Operational guidelines, training and IEC material were developed and shared with the States & UTs for effective implementation of this strategy. All the States and UTs have initiated activities regarding implementation of AMB namely prophylactic Iron folic acid supplementation, identification of anaemic cases, and referral & treatment. Currently, programme is working towards achieving reduction in anaemia prevalence particularly in women, children and adolescents.
However, it may also be noted that Covid-19 pandemic led to the closure of the schools and Aanganwadi Centres and therefore posed challenges in the implementation of this strategy like IFA supplementation in school going children and distribution of IFA tablets to out of school adolescent girls, pregnant and lactating mothers at VHSNDs.
At the same time, capacity building though training and orientation of Medical Officers and front line-workers on newer Maternal Health and Anaemia Mukt Bharat guidelines has also been disrupted because of the pandemic. To mitigate this, the Government of India has also developed and launched e-Training Modules to facilitate training of the health care providers through virtual platform amid COVID-19 pandemic.
The MoHFW has issued guidance notes to all the States and UTs regarding "Enabling Delivery of Essential Health Services during the COVID-19 Outbreak" on 14th April, 2020 and "Provision of Reproductive, Maternal, Newborn, Child, Adolescent Health plus Nutrition services during and post COVID-19 pandemic" on 24th May, 2020 for continuation of service delivery amid COVID-19 pandemic.
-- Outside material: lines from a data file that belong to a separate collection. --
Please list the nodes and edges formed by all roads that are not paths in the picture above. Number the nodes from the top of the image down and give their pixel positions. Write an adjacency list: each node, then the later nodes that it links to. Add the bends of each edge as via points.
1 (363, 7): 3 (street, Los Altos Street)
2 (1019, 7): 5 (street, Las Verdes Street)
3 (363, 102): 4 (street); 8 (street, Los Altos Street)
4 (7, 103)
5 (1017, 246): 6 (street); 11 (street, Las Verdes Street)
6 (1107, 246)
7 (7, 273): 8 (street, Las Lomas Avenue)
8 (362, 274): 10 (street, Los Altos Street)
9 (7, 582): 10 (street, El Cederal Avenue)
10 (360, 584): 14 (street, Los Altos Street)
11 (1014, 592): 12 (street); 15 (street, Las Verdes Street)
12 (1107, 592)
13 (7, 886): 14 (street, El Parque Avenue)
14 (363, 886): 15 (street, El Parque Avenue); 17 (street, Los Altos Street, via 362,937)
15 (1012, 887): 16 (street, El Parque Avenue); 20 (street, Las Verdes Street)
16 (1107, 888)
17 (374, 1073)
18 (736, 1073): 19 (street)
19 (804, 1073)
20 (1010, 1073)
As per these guidance notes, the States and UTs have been advised to ensure home distribution of Iron Folic Acid supplementation to the target age groups i.e. Pre-school Children 6-59 months, Children 5-9 years, adolescents 10-19 years, Pregnant and lactating Women.
They have also been advised to undertake distribution of IFA supplements through the VHSNDs to be held in the staggered manner while ensuring all the personal protective measures and physical distancing norms by the frontline workers i.e. ASHAs/ANMs/AWWs.
Under National Health Mission, financial support is provided to the States and UTs for effective implementation of interventions under AMB strategy based on proposals submitted through their respective annual Programme Implementation Plan (PIP). Sufficient funds are made available to the States/UTs for carrying out activities pertaining to addressing anaemia. The budget allocation and expenditure of Central Government schemes towards the reduction of anaemia are placed at Annexure-1.
Under the Ministry of Consumer Affairs, Food and Public Distribution, Govt. of India, has a centrally sponsored pilot scheme on fortification of rice and its distribution under the Public Distribution System for a period of three years beginning in FY 2019-20 with total outlay of Rs 174.64 Cr, said the Minister of Health and Family Welfare, Dr Mansukh Mandaviya.
He was responding to a question on the reasons as to why there has been an increase in anaemic children between 6 to 59 months and increase in anaemic women aged 15 to 49 years despite the Anaemia-free Bharat campaign, the budget allocation and expenditure of Central Government schemes towards the reduction of Anaemia, whether Government has conducted or is considering a review of the National Nutritional Anaemia Prophylaxis Programme, if so then the details and the steps taken by Government to address this issue, given that its existing attempts have not achieved satisfactory results.